**Task to carry out**.
Print all of the data exactly, but drop the pictures.

------------------------------------

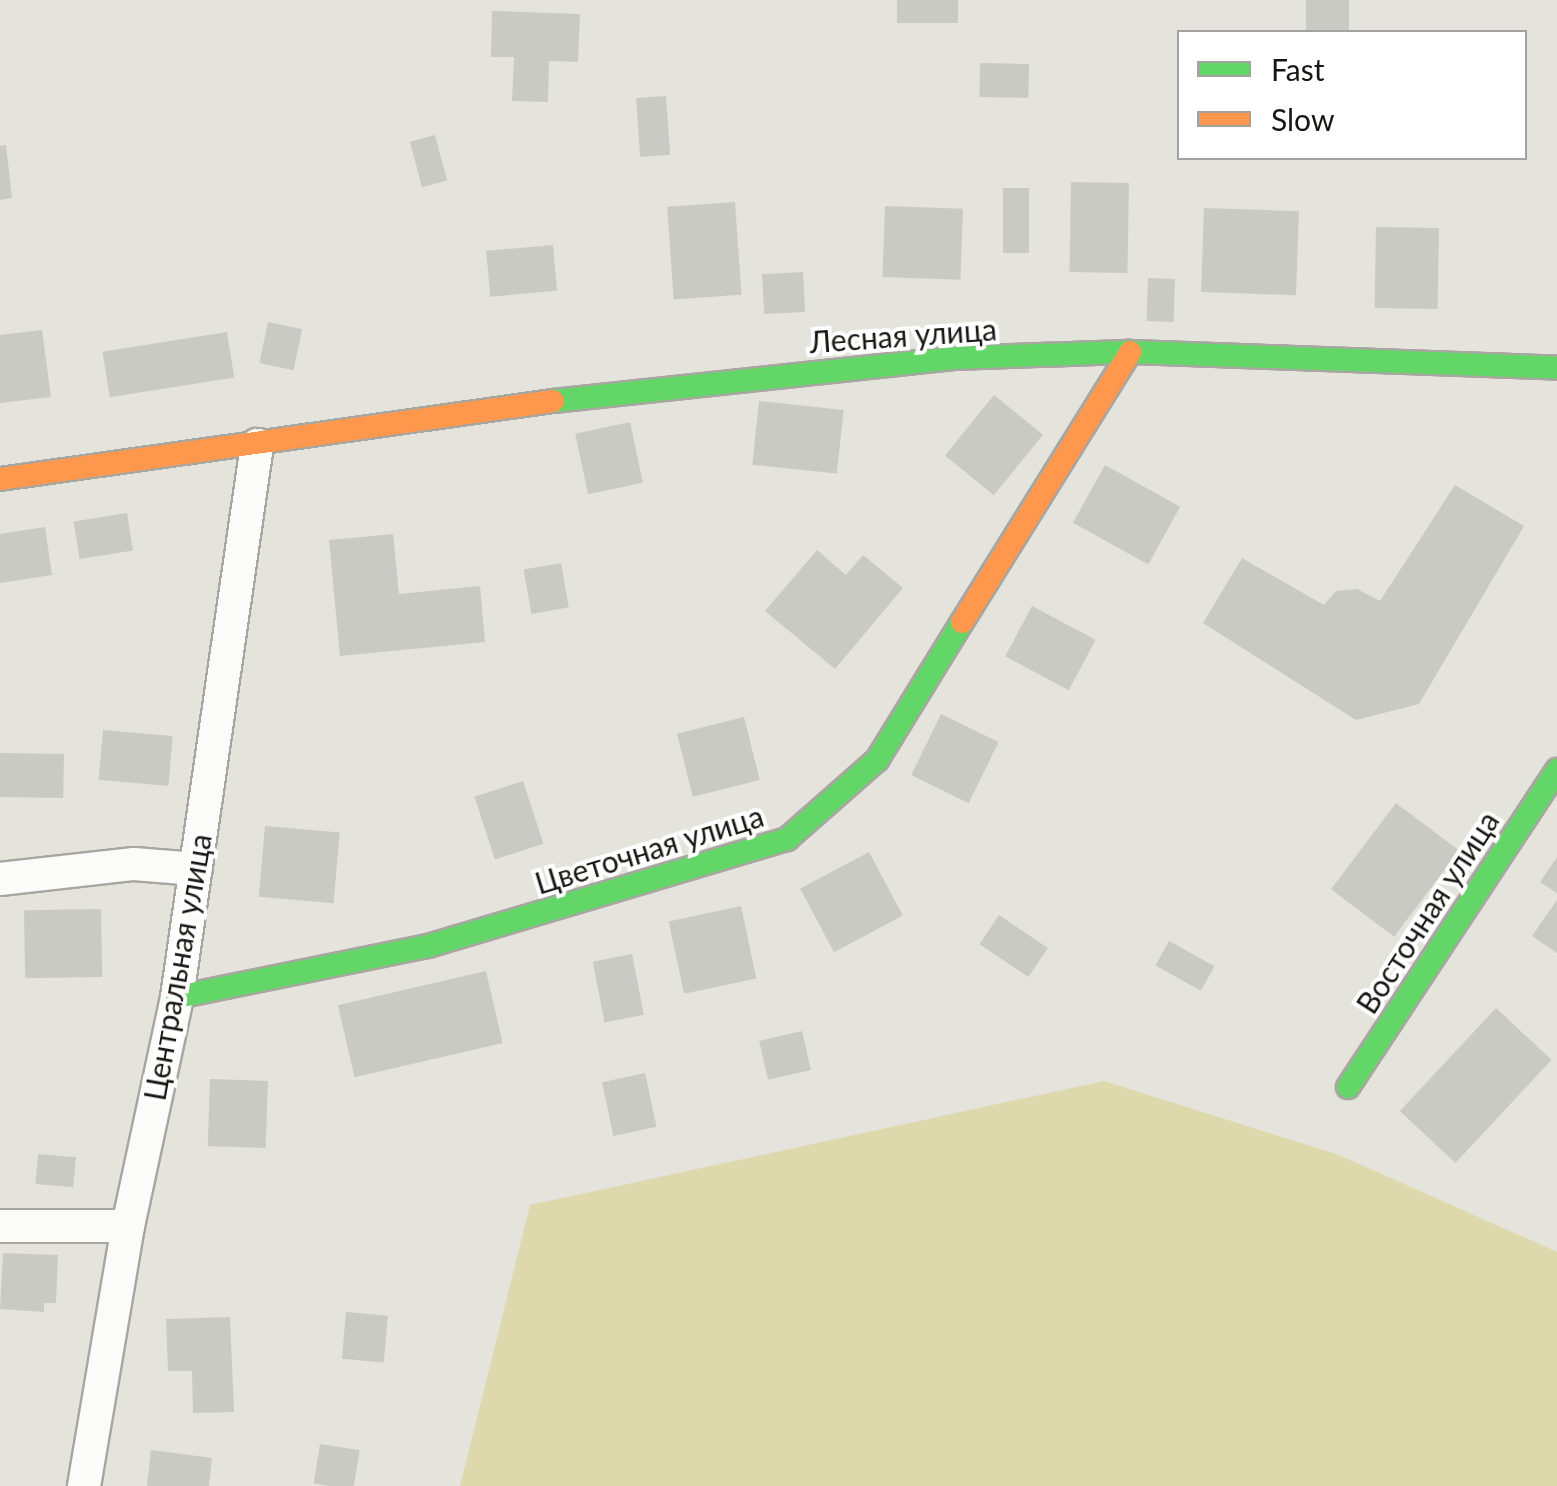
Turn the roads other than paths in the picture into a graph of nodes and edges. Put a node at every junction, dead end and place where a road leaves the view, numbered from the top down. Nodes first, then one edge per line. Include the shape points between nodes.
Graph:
1 (1130, 352) junction
2 (1557, 368) edge
3 (258, 445) junction
4 (0, 479) edge
5 (1557, 770) edge
6 (196, 869) junction
7 (0, 879) edge
8 (177, 998) junction
9 (1348, 1086) dead end
10 (0, 1226) edge
11 (128, 1226) junction
12 (84, 1486) edge

1 - 2 street, Лесная улица
1 - 3 street, Лесная улица via 954,358 664,385
1 - 8 street, Цветочная улица via 877,760 786,840 428,946
3 - 4 street, Лесная улица
3 - 6 street, Центральная улица
5 - 9 street, Восточная улица
6 - 7 street via 134,864
6 - 8 street, Центральная улица
8 - 11 street, Центральная улица
10 - 11 street
11 - 12 street, Центральная улица

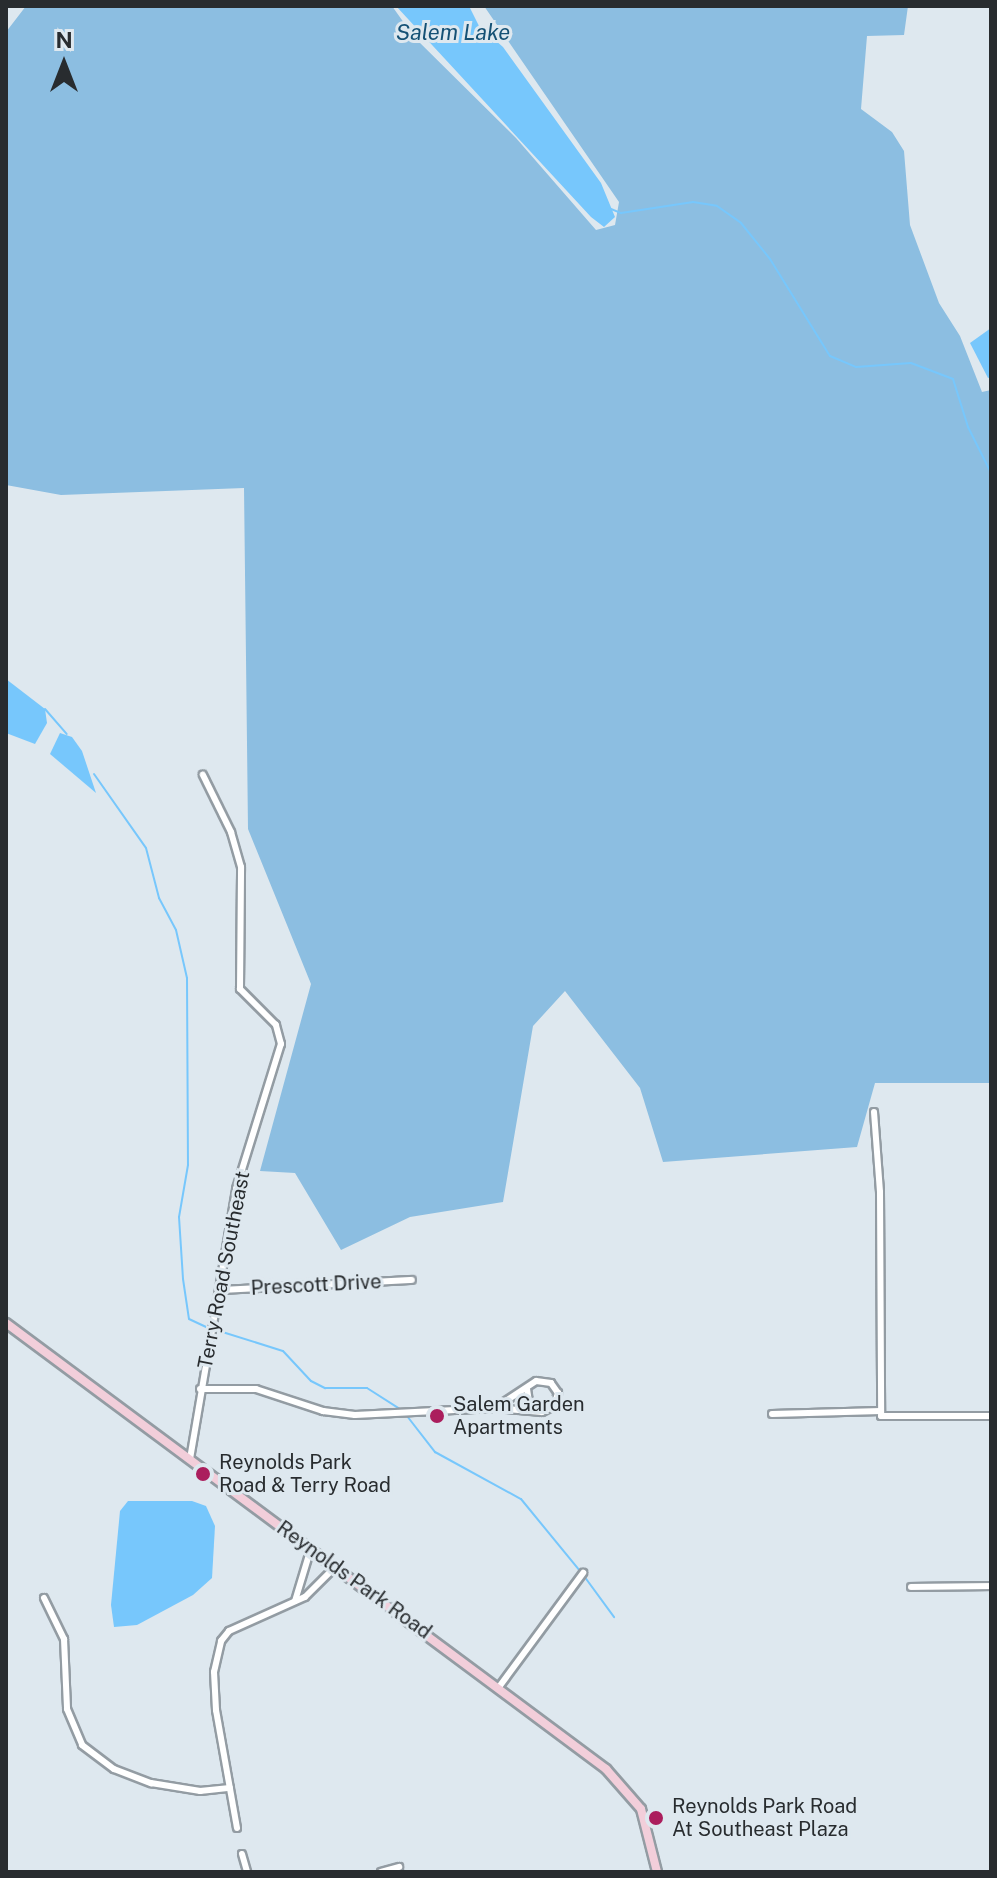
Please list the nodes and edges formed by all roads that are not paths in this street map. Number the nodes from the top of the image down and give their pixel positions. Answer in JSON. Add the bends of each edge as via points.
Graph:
{"nodes":[{"id":1,"x":203,"y":775,"type":"dead end"},
{"id":2,"x":874,"y":1112,"type":"dead end"},
{"id":3,"x":412,"y":1280,"type":"dead end"},
{"id":4,"x":220,"y":1290,"type":"junction"},
{"id":5,"x":6,"y":1323,"type":"edge"},
{"id":6,"x":200,"y":1389,"type":"junction"},
{"id":7,"x":527,"y":1389,"type":"junction"},
{"id":8,"x":495,"y":1408,"type":"junction"},
{"id":9,"x":530,"y":1408,"type":"junction"},
{"id":10,"x":881,"y":1411,"type":"junction"},
{"id":11,"x":772,"y":1414,"type":"dead end"},
{"id":12,"x":991,"y":1416,"type":"edge"},
{"id":13,"x":190,"y":1459,"type":"junction"},
{"id":14,"x":311,"y":1548,"type":"junction"},
{"id":15,"x":336,"y":1567,"type":"junction"},
{"id":16,"x":583,"y":1573,"type":"dead end"},
{"id":17,"x":991,"y":1586,"type":"edge"},
{"id":18,"x":911,"y":1587,"type":"dead end"},
{"id":19,"x":44,"y":1598,"type":"dead end"},
{"id":20,"x":295,"y":1601,"type":"junction"},
{"id":21,"x":499,"y":1687,"type":"junction"},
{"id":22,"x":230,"y":1788,"type":"junction"},
{"id":23,"x":237,"y":1828,"type":"dead end"},
{"id":24,"x":242,"y":1854,"type":"dead end"},
{"id":25,"x":399,"y":1867,"type":"dead end"},
{"id":26,"x":247,"y":1872,"type":"edge"},
{"id":27,"x":381,"y":1872,"type":"edge"},
{"id":28,"x":657,"y":1872,"type":"edge"}],
"edges":[{"from":1,"to":4,"type":"street","name":"Terry Road Southeast","via":[[231,832],[241,867],[240,989],[276,1025],[281,1044],[236,1189]]},
{"from":2,"to":10,"type":"street"},
{"from":3,"to":4,"type":"street","name":"Prescott Drive"},
{"from":4,"to":6,"type":"street","name":"Terry Road Southeast"},
{"from":5,"to":13,"type":"main road","name":"Reynolds Park Road"},
{"from":6,"to":8,"type":"street","via":[[256,1389],[338,1414],[450,1414]]},
{"from":6,"to":13,"type":"street","name":"Terry Road Southeast"},
{"from":7,"to":8,"type":"street"},
{"from":7,"to":9,"type":"street"},
{"from":7,"to":9,"type":"street","via":[[544,1380],[558,1393],[551,1409]]},
{"from":8,"to":9,"type":"street"},
{"from":10,"to":11,"type":"street"},
{"from":10,"to":12,"type":"street","via":[[881,1416]]},
{"from":13,"to":14,"type":"main road","name":"Reynolds Park Road"},
{"from":14,"to":15,"type":"main road","name":"Reynolds Park Road"},
{"from":14,"to":20,"type":"street"},
{"from":15,"to":20,"type":"street"},
{"from":15,"to":21,"type":"main road","name":"Reynolds Park Road"},
{"from":16,"to":21,"type":"street"},
{"from":17,"to":18,"type":"street"},
{"from":19,"to":22,"type":"street","via":[[64,1639],[67,1709],[82,1745],[114,1769],[151,1783],[200,1791]]},
{"from":20,"to":22,"type":"street","via":[[229,1631],[218,1650],[216,1710]]},
{"from":21,"to":28,"type":"main road","name":"Reynolds Park Road","via":[[625,1788],[645,1818]]},
{"from":22,"to":23,"type":"street"},
{"from":24,"to":26,"type":"street"},
{"from":25,"to":27,"type":"street"}]}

------------------------------------

**Task result**.
Turn the roads other than paths in the picture into a graph of nodes and edges. Put a node at every junction, dead end and place where a road leaves the view, numbered from the top down. Nodes first, then one edge per line. Include the shape points between nodes.
Graph:
1 (1130, 352) junction
2 (1557, 368) edge
3 (258, 445) junction
4 (0, 479) edge
5 (1557, 770) edge
6 (196, 869) junction
7 (0, 879) edge
8 (177, 998) junction
9 (1348, 1086) dead end
10 (0, 1226) edge
11 (128, 1226) junction
12 (84, 1486) edge

1 - 2 street, Лесная улица
1 - 3 street, Лесная улица via 954,358 664,385
1 - 8 street, Цветочная улица via 877,760 786,840 428,946
3 - 4 street, Лесная улица
3 - 6 street, Центральная улица
5 - 9 street, Восточная улица
6 - 7 street via 134,864
6 - 8 street, Центральная улица
8 - 11 street, Центральная улица
10 - 11 street
11 - 12 street, Центральная улица

Please list the nodes and edges formed by all roads that are not paths in this street map. Number the nodes from the top of the image down and give their pixel positions. Answer in JSON. Add the bends of each edge as via points.
Graph:
{"nodes":[{"id":1,"x":203,"y":775,"type":"dead end"},
{"id":2,"x":874,"y":1112,"type":"dead end"},
{"id":3,"x":412,"y":1280,"type":"dead end"},
{"id":4,"x":220,"y":1290,"type":"junction"},
{"id":5,"x":6,"y":1323,"type":"edge"},
{"id":6,"x":200,"y":1389,"type":"junction"},
{"id":7,"x":527,"y":1389,"type":"junction"},
{"id":8,"x":495,"y":1408,"type":"junction"},
{"id":9,"x":530,"y":1408,"type":"junction"},
{"id":10,"x":881,"y":1411,"type":"junction"},
{"id":11,"x":772,"y":1414,"type":"dead end"},
{"id":12,"x":991,"y":1416,"type":"edge"},
{"id":13,"x":190,"y":1459,"type":"junction"},
{"id":14,"x":311,"y":1548,"type":"junction"},
{"id":15,"x":336,"y":1567,"type":"junction"},
{"id":16,"x":583,"y":1573,"type":"dead end"},
{"id":17,"x":991,"y":1586,"type":"edge"},
{"id":18,"x":911,"y":1587,"type":"dead end"},
{"id":19,"x":44,"y":1598,"type":"dead end"},
{"id":20,"x":295,"y":1601,"type":"junction"},
{"id":21,"x":499,"y":1687,"type":"junction"},
{"id":22,"x":230,"y":1788,"type":"junction"},
{"id":23,"x":237,"y":1828,"type":"dead end"},
{"id":24,"x":242,"y":1854,"type":"dead end"},
{"id":25,"x":399,"y":1867,"type":"dead end"},
{"id":26,"x":247,"y":1872,"type":"edge"},
{"id":27,"x":381,"y":1872,"type":"edge"},
{"id":28,"x":657,"y":1872,"type":"edge"}],
"edges":[{"from":1,"to":4,"type":"street","name":"Terry Road Southeast","via":[[231,832],[241,867],[240,989],[276,1025],[281,1044],[236,1189]]},
{"from":2,"to":10,"type":"street"},
{"from":3,"to":4,"type":"street","name":"Prescott Drive"},
{"from":4,"to":6,"type":"street","name":"Terry Road Southeast"},
{"from":5,"to":13,"type":"main road","name":"Reynolds Park Road"},
{"from":6,"to":8,"type":"street","via":[[256,1389],[338,1414],[450,1414]]},
{"from":6,"to":13,"type":"street","name":"Terry Road Southeast"},
{"from":7,"to":8,"type":"street"},
{"from":7,"to":9,"type":"street"},
{"from":7,"to":9,"type":"street","via":[[544,1380],[558,1393],[551,1409]]},
{"from":8,"to":9,"type":"street"},
{"from":10,"to":11,"type":"street"},
{"from":10,"to":12,"type":"street","via":[[881,1416]]},
{"from":13,"to":14,"type":"main road","name":"Reynolds Park Road"},
{"from":14,"to":15,"type":"main road","name":"Reynolds Park Road"},
{"from":14,"to":20,"type":"street"},
{"from":15,"to":20,"type":"street"},
{"from":15,"to":21,"type":"main road","name":"Reynolds Park Road"},
{"from":16,"to":21,"type":"street"},
{"from":17,"to":18,"type":"street"},
{"from":19,"to":22,"type":"street","via":[[64,1639],[67,1709],[82,1745],[114,1769],[151,1783],[200,1791]]},
{"from":20,"to":22,"type":"street","via":[[229,1631],[218,1650],[216,1710]]},
{"from":21,"to":28,"type":"main road","name":"Reynolds Park Road","via":[[625,1788],[645,1818]]},
{"from":22,"to":23,"type":"street"},
{"from":24,"to":26,"type":"street"},
{"from":25,"to":27,"type":"street"}]}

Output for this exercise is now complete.